§ Provided material:
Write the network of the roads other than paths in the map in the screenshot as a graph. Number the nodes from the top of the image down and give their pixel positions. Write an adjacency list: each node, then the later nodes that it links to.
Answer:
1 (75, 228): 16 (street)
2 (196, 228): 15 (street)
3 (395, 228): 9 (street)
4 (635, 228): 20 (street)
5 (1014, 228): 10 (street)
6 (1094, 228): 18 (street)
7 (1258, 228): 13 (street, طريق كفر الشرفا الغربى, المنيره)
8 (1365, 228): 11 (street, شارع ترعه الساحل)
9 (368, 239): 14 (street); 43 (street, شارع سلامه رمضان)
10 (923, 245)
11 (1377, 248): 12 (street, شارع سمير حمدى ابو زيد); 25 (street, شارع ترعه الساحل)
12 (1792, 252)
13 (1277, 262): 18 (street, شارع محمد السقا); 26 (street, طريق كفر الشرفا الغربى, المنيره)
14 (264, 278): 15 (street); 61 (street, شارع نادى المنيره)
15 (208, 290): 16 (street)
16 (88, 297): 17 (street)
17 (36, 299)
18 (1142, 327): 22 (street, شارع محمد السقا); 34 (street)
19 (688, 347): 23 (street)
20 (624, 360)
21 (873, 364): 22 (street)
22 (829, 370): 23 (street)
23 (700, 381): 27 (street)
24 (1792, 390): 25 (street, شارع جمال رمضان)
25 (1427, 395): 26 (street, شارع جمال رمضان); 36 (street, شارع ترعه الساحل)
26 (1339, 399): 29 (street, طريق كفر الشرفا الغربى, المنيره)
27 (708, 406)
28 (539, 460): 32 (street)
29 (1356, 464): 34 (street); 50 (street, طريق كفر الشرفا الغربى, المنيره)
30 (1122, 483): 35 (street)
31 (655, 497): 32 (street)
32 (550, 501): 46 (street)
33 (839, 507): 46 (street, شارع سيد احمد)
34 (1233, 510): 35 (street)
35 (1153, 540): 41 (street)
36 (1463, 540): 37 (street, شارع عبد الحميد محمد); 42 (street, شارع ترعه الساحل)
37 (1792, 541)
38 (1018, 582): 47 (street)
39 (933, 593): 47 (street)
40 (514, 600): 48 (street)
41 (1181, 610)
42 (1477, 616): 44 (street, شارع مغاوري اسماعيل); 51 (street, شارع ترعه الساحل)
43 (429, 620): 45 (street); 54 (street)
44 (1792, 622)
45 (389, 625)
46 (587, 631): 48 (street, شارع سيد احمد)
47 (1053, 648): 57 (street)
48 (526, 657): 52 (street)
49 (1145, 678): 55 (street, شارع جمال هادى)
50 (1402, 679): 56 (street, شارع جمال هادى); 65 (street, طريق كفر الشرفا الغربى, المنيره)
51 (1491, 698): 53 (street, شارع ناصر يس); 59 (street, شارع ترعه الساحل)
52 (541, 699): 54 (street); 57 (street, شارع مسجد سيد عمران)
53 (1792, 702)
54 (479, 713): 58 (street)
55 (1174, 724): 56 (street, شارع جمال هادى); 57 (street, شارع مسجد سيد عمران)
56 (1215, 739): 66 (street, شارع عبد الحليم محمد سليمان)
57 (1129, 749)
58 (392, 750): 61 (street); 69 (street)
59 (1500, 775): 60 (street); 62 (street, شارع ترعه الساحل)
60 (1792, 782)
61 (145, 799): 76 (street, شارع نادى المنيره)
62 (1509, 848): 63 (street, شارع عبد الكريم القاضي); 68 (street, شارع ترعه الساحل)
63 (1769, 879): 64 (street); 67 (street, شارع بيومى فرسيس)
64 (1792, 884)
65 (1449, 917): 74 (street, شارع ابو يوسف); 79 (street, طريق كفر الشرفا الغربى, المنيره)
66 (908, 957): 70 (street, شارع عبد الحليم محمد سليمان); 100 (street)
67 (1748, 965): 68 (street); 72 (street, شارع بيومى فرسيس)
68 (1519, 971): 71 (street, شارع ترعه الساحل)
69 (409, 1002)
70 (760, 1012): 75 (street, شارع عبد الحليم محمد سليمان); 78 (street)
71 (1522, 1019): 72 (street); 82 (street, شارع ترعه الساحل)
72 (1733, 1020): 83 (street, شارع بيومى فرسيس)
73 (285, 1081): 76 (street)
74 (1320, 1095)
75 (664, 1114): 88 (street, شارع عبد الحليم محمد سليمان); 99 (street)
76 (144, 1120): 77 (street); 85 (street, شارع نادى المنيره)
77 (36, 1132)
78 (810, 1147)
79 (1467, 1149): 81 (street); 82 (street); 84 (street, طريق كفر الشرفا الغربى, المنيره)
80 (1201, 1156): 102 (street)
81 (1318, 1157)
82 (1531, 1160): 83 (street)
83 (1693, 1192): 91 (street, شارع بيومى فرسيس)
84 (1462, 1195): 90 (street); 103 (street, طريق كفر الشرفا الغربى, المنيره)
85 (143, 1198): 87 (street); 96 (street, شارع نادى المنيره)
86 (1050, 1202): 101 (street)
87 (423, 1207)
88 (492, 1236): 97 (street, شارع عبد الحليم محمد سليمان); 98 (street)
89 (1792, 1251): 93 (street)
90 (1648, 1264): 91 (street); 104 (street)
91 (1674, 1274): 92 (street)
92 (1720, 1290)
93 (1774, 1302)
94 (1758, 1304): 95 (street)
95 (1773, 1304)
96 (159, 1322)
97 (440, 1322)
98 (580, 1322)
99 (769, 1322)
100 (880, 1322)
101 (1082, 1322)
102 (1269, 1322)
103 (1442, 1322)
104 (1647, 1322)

§ Problem description: Take every line from the data that includes the word "نادى".

§ Solved problem:
14 (264, 278): 15 (street); 61 (street, شارع نادى المنيره)
61 (145, 799): 76 (street, شارع نادى المنيره)
76 (144, 1120): 77 (street); 85 (street, شارع نادى المنيره)
85 (143, 1198): 87 (street); 96 (street, شارع نادى المنيره)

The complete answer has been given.